Telset.id – Jika Anda mengira pelatihan model kecerdasan buatan (AI) hanya bisa dilakukan di pusat data raksasa dengan GPU canggih, bersiaplah untuk terkejut. Dua startup AI, Flower AI dan Vana, baru saja menciptakan pendekatan revolusioner dalam melatih model bahasa besar (LLM) secara terdistribusi di seluruh dunia.
Kolaborasi mereka menghasilkan model bernama Collective-1, yang dilatih menggunakan GPU tersebar di berbagai lokasi serta memanfaatkan data pribadi dan publik. Ini adalah terobosan yang berpotensi mengganggu dominasi perusahaan besar dalam pengembangan AI.
Revolusi Pelatihan AI Terdistribusi
Flower AI mengembangkan teknologi yang memungkinkan pelatihan model dilakukan di ratusan komputer yang terhubung via internet. Sementara Vana menyediakan sumber data unik, termasuk pesan pribadi dari platform seperti X, Reddit, dan Telegram.

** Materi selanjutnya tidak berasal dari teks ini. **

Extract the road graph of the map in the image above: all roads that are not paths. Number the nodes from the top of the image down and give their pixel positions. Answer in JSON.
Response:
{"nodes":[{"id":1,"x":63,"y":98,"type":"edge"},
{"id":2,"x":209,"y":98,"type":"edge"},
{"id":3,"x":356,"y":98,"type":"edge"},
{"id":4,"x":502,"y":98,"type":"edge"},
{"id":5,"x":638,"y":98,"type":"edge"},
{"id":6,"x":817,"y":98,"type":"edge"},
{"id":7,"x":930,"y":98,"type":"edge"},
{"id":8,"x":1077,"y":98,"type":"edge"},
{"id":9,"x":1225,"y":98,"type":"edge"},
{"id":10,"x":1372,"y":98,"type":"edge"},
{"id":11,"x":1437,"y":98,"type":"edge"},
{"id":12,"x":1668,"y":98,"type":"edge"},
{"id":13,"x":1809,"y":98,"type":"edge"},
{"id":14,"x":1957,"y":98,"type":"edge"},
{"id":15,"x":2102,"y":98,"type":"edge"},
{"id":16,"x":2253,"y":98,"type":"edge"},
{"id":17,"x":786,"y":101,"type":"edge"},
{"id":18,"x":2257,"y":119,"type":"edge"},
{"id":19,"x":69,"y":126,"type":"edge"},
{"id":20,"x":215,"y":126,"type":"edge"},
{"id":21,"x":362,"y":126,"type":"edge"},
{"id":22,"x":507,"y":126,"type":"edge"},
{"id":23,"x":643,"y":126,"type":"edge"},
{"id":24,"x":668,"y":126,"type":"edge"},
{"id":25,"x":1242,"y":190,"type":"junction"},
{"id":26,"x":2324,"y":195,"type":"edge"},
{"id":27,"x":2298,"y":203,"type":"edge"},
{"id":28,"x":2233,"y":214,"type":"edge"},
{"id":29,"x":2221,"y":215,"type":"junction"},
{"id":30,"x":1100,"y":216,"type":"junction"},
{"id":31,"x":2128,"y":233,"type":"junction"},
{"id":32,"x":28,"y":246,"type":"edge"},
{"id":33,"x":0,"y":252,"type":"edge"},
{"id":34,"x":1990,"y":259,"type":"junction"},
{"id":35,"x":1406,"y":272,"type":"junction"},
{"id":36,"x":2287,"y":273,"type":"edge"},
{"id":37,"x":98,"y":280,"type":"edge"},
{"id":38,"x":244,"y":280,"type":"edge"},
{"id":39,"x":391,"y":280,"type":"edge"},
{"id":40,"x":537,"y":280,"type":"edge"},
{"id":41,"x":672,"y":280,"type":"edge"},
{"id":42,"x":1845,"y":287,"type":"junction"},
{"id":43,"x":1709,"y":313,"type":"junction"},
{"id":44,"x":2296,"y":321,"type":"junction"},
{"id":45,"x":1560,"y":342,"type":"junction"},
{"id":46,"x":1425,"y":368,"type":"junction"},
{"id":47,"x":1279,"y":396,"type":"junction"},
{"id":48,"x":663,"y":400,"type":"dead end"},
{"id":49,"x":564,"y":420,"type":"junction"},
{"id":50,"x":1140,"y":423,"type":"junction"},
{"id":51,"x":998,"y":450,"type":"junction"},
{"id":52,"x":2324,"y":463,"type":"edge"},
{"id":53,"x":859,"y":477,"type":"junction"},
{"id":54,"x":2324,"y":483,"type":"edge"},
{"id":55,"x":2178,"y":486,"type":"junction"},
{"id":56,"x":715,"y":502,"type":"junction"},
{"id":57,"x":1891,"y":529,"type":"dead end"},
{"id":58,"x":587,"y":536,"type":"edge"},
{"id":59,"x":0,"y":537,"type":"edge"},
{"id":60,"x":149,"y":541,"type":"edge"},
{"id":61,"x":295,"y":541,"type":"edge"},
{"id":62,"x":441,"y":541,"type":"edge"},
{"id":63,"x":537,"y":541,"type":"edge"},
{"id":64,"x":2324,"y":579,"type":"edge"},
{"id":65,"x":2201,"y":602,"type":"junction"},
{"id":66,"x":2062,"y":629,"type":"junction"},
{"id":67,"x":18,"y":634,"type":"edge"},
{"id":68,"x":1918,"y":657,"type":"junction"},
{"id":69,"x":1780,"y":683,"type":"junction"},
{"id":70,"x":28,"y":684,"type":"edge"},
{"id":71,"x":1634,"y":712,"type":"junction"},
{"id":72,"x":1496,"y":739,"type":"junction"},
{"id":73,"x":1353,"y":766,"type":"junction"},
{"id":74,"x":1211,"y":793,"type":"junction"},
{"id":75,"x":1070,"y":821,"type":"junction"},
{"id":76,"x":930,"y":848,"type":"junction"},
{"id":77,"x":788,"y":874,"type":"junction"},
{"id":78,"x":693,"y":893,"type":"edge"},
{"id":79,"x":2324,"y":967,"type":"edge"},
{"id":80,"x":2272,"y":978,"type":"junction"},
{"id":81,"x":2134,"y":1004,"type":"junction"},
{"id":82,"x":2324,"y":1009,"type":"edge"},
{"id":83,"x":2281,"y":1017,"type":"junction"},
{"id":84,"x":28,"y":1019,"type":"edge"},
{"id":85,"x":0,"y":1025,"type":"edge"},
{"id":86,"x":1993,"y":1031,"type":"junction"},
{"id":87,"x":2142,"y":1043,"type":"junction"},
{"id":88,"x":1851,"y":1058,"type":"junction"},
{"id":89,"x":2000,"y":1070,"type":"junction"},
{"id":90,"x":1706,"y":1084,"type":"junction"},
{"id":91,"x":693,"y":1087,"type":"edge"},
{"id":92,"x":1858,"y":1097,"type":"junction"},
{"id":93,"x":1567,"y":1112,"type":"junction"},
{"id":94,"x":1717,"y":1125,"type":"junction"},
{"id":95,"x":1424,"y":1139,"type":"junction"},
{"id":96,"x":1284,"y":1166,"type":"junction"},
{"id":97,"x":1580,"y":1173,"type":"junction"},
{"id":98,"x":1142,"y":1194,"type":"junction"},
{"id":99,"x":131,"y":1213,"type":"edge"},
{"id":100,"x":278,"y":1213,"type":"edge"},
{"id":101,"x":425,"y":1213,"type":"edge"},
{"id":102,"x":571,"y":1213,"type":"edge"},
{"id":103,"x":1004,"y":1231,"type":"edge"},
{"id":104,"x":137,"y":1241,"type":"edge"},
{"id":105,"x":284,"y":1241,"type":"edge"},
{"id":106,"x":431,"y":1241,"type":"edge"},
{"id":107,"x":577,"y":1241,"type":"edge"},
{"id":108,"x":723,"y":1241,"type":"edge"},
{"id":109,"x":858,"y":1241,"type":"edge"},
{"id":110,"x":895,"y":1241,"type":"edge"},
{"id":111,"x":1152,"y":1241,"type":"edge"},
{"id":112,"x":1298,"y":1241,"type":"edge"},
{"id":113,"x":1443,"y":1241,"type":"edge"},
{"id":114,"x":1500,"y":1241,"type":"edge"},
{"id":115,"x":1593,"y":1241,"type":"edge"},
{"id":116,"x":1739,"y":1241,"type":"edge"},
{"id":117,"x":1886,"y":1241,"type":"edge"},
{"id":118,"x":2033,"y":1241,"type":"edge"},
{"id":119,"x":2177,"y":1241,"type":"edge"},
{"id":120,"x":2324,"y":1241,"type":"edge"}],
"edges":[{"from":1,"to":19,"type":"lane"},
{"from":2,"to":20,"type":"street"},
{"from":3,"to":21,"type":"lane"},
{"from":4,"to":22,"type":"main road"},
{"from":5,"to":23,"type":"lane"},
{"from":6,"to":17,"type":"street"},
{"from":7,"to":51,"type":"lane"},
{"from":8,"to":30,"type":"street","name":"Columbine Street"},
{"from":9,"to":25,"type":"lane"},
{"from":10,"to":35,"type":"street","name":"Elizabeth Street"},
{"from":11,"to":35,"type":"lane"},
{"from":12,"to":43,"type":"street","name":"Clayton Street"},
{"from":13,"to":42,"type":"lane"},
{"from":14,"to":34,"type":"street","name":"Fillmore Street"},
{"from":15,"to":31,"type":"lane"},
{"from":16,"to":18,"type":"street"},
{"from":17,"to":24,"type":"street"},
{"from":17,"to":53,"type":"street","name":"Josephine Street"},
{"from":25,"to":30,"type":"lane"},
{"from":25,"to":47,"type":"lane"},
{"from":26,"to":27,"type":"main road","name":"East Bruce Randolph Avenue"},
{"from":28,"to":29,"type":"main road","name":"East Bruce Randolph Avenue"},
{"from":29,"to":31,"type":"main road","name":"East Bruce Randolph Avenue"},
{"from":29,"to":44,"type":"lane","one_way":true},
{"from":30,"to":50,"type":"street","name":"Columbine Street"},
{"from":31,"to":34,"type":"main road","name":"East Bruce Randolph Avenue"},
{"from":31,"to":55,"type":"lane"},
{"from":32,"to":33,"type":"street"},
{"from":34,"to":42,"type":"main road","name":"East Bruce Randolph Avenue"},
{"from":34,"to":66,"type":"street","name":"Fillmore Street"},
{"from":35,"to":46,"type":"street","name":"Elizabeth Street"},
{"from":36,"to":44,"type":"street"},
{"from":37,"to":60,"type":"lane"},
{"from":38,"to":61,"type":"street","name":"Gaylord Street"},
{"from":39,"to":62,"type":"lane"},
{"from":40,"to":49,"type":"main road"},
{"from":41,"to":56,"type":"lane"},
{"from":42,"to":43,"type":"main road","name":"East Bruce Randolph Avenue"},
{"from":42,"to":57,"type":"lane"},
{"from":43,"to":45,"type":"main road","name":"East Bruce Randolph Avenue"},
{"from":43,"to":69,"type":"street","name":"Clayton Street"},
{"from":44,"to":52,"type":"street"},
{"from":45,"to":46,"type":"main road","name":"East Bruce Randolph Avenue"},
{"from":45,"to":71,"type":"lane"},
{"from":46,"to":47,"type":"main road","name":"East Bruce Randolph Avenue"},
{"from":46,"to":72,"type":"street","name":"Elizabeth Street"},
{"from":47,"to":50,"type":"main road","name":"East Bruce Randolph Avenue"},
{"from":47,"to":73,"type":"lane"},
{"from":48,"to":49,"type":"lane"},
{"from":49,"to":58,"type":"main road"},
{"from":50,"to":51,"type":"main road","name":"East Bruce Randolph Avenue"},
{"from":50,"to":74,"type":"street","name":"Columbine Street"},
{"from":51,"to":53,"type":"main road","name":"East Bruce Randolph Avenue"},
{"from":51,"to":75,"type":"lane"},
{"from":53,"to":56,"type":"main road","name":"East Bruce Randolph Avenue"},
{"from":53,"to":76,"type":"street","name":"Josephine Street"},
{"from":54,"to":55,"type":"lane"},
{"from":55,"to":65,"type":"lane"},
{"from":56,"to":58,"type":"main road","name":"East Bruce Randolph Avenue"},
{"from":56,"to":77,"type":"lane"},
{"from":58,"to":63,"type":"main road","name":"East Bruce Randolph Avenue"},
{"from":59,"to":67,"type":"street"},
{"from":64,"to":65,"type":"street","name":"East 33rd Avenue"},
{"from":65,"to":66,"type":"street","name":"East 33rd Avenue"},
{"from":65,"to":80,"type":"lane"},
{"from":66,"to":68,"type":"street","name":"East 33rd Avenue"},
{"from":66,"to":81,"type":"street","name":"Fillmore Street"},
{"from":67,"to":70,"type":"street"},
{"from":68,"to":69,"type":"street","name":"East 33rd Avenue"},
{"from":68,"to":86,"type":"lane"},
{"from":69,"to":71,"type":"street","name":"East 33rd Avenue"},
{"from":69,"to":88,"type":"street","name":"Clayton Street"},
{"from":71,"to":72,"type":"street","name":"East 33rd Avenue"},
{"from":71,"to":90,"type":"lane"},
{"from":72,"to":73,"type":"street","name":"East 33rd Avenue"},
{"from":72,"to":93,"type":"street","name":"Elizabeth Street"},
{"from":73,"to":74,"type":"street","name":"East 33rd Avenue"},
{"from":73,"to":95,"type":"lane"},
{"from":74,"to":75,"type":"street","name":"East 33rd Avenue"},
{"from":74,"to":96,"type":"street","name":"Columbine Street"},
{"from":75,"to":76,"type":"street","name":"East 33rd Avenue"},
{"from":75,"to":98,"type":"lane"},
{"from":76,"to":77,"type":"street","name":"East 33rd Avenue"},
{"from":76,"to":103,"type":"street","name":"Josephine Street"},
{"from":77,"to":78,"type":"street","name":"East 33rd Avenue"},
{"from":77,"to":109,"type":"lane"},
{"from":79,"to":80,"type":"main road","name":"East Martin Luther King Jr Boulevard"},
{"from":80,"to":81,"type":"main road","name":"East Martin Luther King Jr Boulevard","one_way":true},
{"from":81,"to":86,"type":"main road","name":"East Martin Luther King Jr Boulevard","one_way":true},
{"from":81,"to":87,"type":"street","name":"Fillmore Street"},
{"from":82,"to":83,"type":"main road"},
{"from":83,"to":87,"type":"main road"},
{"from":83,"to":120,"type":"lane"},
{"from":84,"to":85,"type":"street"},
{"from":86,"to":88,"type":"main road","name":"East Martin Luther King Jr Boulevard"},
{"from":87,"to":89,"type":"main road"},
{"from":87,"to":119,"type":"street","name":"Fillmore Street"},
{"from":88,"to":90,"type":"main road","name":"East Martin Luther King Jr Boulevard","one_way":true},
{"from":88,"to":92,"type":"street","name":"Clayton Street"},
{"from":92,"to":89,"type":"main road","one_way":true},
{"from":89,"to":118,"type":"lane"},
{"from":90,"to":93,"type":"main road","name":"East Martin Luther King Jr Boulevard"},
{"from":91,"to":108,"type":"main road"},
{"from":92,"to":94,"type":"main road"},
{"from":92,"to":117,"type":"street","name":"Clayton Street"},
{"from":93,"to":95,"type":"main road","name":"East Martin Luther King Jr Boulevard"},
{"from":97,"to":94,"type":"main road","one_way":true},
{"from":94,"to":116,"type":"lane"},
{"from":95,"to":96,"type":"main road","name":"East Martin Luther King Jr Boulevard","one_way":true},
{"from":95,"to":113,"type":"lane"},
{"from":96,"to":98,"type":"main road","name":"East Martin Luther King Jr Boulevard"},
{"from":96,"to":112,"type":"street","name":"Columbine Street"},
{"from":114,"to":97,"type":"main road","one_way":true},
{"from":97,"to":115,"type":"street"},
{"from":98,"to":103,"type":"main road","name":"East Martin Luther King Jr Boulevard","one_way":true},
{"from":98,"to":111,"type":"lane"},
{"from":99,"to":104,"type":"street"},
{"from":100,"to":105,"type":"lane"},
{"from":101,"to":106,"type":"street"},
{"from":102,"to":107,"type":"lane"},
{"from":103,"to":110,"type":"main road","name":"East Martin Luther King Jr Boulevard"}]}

Nic Lane, ilmuwan komputer dari University of Cambridge dan salah satu pendiri Flower AI, menjelaskan bahwa pendekatan terdistribusi ini bisa diskalakan jauh melampaui ukuran Collective-1 yang saat ini hanya memiliki 7 miliar parameter. “Kami sedang melatih model dengan 30 miliar parameter dan berencana mencapai 100 miliar parameter tahun ini,” ujarnya.
Baca Juga:
Mengubah Dinamika Kekuatan Industri AI
Pendekatan terdistribusi ini berpotensi mengubah peta kekuatan industri AI yang selama ini dikuasai perusahaan kaya dengan akses ke pusat data besar dan chip canggih. Helen Toner, pakar tata kelola AI di Center for Security and Emerging Technology, menyebut pendekatan Flower AI “menarik dan sangat relevan” untuk kompetisi dan tata kelola AI.
Teknologi ini memungkinkan perusahaan kecil, universitas, bahkan negara dengan infrastruktur terbatas untuk membangun AI canggih dengan memanfaatkan sumber daya yang tersebar. “Ini memungkinkan Anda menskalakan komputasi dengan lebih elegan daripada model pusat data,” kata Lane.
Fotokopi Digital: Teknologi Inti di Balik Terobosan
Untuk membangun Collective-1, Lane dan rekan-rekannya di Inggris dan China mengembangkan alat baru bernama Photon yang membuat pelatihan terdistribusi lebih efisien. Alat ini merupakan penyempurnaan dari pendekatan Google yang disebut DIstributed PAth COmposition (DiPaCo).
Photon telah dirilis sebagai proyek open source bulan lalu, memungkinkan siapa pun memanfaatkan pendekatan ini. “Prosesnya memang lebih lambat daripada pelatihan konvensional, tetapi lebih fleksibel,” jelas Lane.
Baca Juga:
Anna Kazlauskas, salah satu pendiri Vana, menekankan pentingnya pendekatan baru dalam pengumpulan data. “Ini pertama kalinya data yang langsung disumbangkan pengguna digunakan untuk melatih model dasar, dengan pengguna memiliki kepemilikan atas model AI yang dibuat dari data mereka,” katanya.
Mirco Musolesi dari University College London menambahkan bahwa pendekatan terdistribusi akan membuka akses ke jenis data baru, terutama di sektor sensitif seperti kesehatan dan keuangan, tanpa risiko sentralisasi data.
Dengan perkembangan ini, masa depan industri AI mungkin tidak lagi didominasi oleh segelintir perusahaan raksasa. Pendekatan terdistribusi membuka peluang bagi lebih banyak pemain untuk berkontribusi dalam pengembangan teknologi yang akan membentuk masa depan kita.